*Action item:* All that is needed is every record, duplicated exactly.

_____

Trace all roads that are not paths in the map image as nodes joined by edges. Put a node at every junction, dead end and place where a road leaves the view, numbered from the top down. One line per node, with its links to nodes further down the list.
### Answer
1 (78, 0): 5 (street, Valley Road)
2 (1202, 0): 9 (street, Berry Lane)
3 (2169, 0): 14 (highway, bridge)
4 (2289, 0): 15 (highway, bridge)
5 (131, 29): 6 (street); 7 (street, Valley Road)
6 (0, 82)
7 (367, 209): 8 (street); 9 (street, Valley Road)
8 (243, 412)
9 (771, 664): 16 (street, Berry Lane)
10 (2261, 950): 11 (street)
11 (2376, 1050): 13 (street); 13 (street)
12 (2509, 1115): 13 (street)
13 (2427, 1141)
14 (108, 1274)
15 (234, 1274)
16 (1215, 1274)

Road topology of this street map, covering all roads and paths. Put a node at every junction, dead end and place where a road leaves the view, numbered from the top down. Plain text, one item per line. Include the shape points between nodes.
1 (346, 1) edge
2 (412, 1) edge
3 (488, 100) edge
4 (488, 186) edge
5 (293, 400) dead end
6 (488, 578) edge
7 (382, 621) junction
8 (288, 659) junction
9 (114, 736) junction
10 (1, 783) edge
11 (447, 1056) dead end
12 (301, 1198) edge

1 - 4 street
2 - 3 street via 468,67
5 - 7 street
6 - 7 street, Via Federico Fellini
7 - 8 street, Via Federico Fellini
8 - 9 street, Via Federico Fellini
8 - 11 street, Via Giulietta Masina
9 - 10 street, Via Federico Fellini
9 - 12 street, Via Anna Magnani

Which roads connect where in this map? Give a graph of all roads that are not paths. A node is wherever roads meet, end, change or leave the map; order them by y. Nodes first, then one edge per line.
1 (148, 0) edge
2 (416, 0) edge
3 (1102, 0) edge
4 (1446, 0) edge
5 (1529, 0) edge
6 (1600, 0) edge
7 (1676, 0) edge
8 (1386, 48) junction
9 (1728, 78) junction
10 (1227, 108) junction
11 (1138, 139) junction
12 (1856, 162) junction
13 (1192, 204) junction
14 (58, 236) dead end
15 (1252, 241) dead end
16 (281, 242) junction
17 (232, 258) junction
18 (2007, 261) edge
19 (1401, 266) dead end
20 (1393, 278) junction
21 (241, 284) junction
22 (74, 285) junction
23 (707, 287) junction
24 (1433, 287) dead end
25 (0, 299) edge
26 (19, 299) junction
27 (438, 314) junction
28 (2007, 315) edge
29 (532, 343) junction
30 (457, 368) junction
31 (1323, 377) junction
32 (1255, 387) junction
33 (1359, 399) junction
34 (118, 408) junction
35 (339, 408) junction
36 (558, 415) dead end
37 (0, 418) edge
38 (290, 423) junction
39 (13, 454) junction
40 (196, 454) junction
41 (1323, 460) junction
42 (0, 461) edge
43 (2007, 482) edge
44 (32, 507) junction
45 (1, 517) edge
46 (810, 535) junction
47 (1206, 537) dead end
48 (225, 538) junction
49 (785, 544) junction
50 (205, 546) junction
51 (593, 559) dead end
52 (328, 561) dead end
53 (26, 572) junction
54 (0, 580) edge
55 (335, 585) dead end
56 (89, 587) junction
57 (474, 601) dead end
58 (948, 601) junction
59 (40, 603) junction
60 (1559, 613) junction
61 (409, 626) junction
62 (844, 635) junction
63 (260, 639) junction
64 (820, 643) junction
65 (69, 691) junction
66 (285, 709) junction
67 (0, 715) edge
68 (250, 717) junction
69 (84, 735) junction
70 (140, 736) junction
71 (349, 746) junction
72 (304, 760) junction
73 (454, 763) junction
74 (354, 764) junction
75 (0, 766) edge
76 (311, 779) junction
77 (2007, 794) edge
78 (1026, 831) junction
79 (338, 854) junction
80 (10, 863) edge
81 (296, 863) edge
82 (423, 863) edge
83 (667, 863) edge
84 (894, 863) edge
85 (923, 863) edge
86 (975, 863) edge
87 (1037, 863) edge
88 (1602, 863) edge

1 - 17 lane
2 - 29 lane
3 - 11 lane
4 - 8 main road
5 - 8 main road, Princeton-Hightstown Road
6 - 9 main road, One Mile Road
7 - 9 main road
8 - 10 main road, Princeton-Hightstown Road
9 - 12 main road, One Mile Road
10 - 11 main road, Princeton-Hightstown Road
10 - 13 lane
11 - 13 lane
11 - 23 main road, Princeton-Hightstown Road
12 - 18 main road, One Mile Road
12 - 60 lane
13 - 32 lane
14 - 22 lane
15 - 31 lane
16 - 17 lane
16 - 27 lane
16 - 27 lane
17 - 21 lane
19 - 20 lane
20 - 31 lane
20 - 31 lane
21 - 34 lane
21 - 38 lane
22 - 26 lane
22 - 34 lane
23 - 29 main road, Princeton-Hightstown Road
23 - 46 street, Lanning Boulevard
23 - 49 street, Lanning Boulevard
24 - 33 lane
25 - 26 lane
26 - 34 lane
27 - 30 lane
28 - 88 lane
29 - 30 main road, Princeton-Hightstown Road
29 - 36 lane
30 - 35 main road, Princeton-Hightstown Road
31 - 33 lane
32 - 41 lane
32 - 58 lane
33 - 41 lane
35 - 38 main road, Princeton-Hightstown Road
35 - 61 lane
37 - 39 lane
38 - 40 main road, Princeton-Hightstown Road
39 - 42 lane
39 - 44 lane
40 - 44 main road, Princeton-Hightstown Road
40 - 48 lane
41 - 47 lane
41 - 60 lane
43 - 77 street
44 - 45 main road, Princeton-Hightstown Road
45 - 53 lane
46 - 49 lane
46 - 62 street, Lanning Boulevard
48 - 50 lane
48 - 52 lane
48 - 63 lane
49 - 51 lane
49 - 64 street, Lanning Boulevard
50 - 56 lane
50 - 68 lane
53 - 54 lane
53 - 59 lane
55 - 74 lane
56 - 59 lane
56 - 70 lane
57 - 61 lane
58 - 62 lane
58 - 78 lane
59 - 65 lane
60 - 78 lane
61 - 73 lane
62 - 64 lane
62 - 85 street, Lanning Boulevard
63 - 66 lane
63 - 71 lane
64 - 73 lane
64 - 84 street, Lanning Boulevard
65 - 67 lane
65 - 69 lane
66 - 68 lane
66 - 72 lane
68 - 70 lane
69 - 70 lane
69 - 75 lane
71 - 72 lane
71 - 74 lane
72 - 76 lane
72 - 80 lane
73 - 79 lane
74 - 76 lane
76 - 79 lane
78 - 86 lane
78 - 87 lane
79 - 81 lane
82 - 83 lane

_____

*Solution:*
Trace all roads that are not paths in the map image as nodes joined by edges. Put a node at every junction, dead end and place where a road leaves the view, numbered from the top down. One line per node, with its links to nodes further down the list.
### Answer
1 (78, 0): 5 (street, Valley Road)
2 (1202, 0): 9 (street, Berry Lane)
3 (2169, 0): 14 (highway, bridge)
4 (2289, 0): 15 (highway, bridge)
5 (131, 29): 6 (street); 7 (street, Valley Road)
6 (0, 82)
7 (367, 209): 8 (street); 9 (street, Valley Road)
8 (243, 412)
9 (771, 664): 16 (street, Berry Lane)
10 (2261, 950): 11 (street)
11 (2376, 1050): 13 (street); 13 (street)
12 (2509, 1115): 13 (street)
13 (2427, 1141)
14 (108, 1274)
15 (234, 1274)
16 (1215, 1274)

Road topology of this street map, covering all roads and paths. Put a node at every junction, dead end and place where a road leaves the view, numbered from the top down. Plain text, one item per line. Include the shape points between nodes.
1 (346, 1) edge
2 (412, 1) edge
3 (488, 100) edge
4 (488, 186) edge
5 (293, 400) dead end
6 (488, 578) edge
7 (382, 621) junction
8 (288, 659) junction
9 (114, 736) junction
10 (1, 783) edge
11 (447, 1056) dead end
12 (301, 1198) edge

1 - 4 street
2 - 3 street via 468,67
5 - 7 street
6 - 7 street, Via Federico Fellini
7 - 8 street, Via Federico Fellini
8 - 9 street, Via Federico Fellini
8 - 11 street, Via Giulietta Masina
9 - 10 street, Via Federico Fellini
9 - 12 street, Via Anna Magnani

Which roads connect where in this map? Give a graph of all roads that are not paths. A node is wherever roads meet, end, change or leave the map; order them by y. Nodes first, then one edge per line.
1 (148, 0) edge
2 (416, 0) edge
3 (1102, 0) edge
4 (1446, 0) edge
5 (1529, 0) edge
6 (1600, 0) edge
7 (1676, 0) edge
8 (1386, 48) junction
9 (1728, 78) junction
10 (1227, 108) junction
11 (1138, 139) junction
12 (1856, 162) junction
13 (1192, 204) junction
14 (58, 236) dead end
15 (1252, 241) dead end
16 (281, 242) junction
17 (232, 258) junction
18 (2007, 261) edge
19 (1401, 266) dead end
20 (1393, 278) junction
21 (241, 284) junction
22 (74, 285) junction
23 (707, 287) junction
24 (1433, 287) dead end
25 (0, 299) edge
26 (19, 299) junction
27 (438, 314) junction
28 (2007, 315) edge
29 (532, 343) junction
30 (457, 368) junction
31 (1323, 377) junction
32 (1255, 387) junction
33 (1359, 399) junction
34 (118, 408) junction
35 (339, 408) junction
36 (558, 415) dead end
37 (0, 418) edge
38 (290, 423) junction
39 (13, 454) junction
40 (196, 454) junction
41 (1323, 460) junction
42 (0, 461) edge
43 (2007, 482) edge
44 (32, 507) junction
45 (1, 517) edge
46 (810, 535) junction
47 (1206, 537) dead end
48 (225, 538) junction
49 (785, 544) junction
50 (205, 546) junction
51 (593, 559) dead end
52 (328, 561) dead end
53 (26, 572) junction
54 (0, 580) edge
55 (335, 585) dead end
56 (89, 587) junction
57 (474, 601) dead end
58 (948, 601) junction
59 (40, 603) junction
60 (1559, 613) junction
61 (409, 626) junction
62 (844, 635) junction
63 (260, 639) junction
64 (820, 643) junction
65 (69, 691) junction
66 (285, 709) junction
67 (0, 715) edge
68 (250, 717) junction
69 (84, 735) junction
70 (140, 736) junction
71 (349, 746) junction
72 (304, 760) junction
73 (454, 763) junction
74 (354, 764) junction
75 (0, 766) edge
76 (311, 779) junction
77 (2007, 794) edge
78 (1026, 831) junction
79 (338, 854) junction
80 (10, 863) edge
81 (296, 863) edge
82 (423, 863) edge
83 (667, 863) edge
84 (894, 863) edge
85 (923, 863) edge
86 (975, 863) edge
87 (1037, 863) edge
88 (1602, 863) edge

1 - 17 lane
2 - 29 lane
3 - 11 lane
4 - 8 main road
5 - 8 main road, Princeton-Hightstown Road
6 - 9 main road, One Mile Road
7 - 9 main road
8 - 10 main road, Princeton-Hightstown Road
9 - 12 main road, One Mile Road
10 - 11 main road, Princeton-Hightstown Road
10 - 13 lane
11 - 13 lane
11 - 23 main road, Princeton-Hightstown Road
12 - 18 main road, One Mile Road
12 - 60 lane
13 - 32 lane
14 - 22 lane
15 - 31 lane
16 - 17 lane
16 - 27 lane
16 - 27 lane
17 - 21 lane
19 - 20 lane
20 - 31 lane
20 - 31 lane
21 - 34 lane
21 - 38 lane
22 - 26 lane
22 - 34 lane
23 - 29 main road, Princeton-Hightstown Road
23 - 46 street, Lanning Boulevard
23 - 49 street, Lanning Boulevard
24 - 33 lane
25 - 26 lane
26 - 34 lane
27 - 30 lane
28 - 88 lane
29 - 30 main road, Princeton-Hightstown Road
29 - 36 lane
30 - 35 main road, Princeton-Hightstown Road
31 - 33 lane
32 - 41 lane
32 - 58 lane
33 - 41 lane
35 - 38 main road, Princeton-Hightstown Road
35 - 61 lane
37 - 39 lane
38 - 40 main road, Princeton-Hightstown Road
39 - 42 lane
39 - 44 lane
40 - 44 main road, Princeton-Hightstown Road
40 - 48 lane
41 - 47 lane
41 - 60 lane
43 - 77 street
44 - 45 main road, Princeton-Hightstown Road
45 - 53 lane
46 - 49 lane
46 - 62 street, Lanning Boulevard
48 - 50 lane
48 - 52 lane
48 - 63 lane
49 - 51 lane
49 - 64 street, Lanning Boulevard
50 - 56 lane
50 - 68 lane
53 - 54 lane
53 - 59 lane
55 - 74 lane
56 - 59 lane
56 - 70 lane
57 - 61 lane
58 - 62 lane
58 - 78 lane
59 - 65 lane
60 - 78 lane
61 - 73 lane
62 - 64 lane
62 - 85 street, Lanning Boulevard
63 - 66 lane
63 - 71 lane
64 - 73 lane
64 - 84 street, Lanning Boulevard
65 - 67 lane
65 - 69 lane
66 - 68 lane
66 - 72 lane
68 - 70 lane
69 - 70 lane
69 - 75 lane
71 - 72 lane
71 - 74 lane
72 - 76 lane
72 - 80 lane
73 - 79 lane
74 - 76 lane
76 - 79 lane
78 - 86 lane
78 - 87 lane
79 - 81 lane
82 - 83 lane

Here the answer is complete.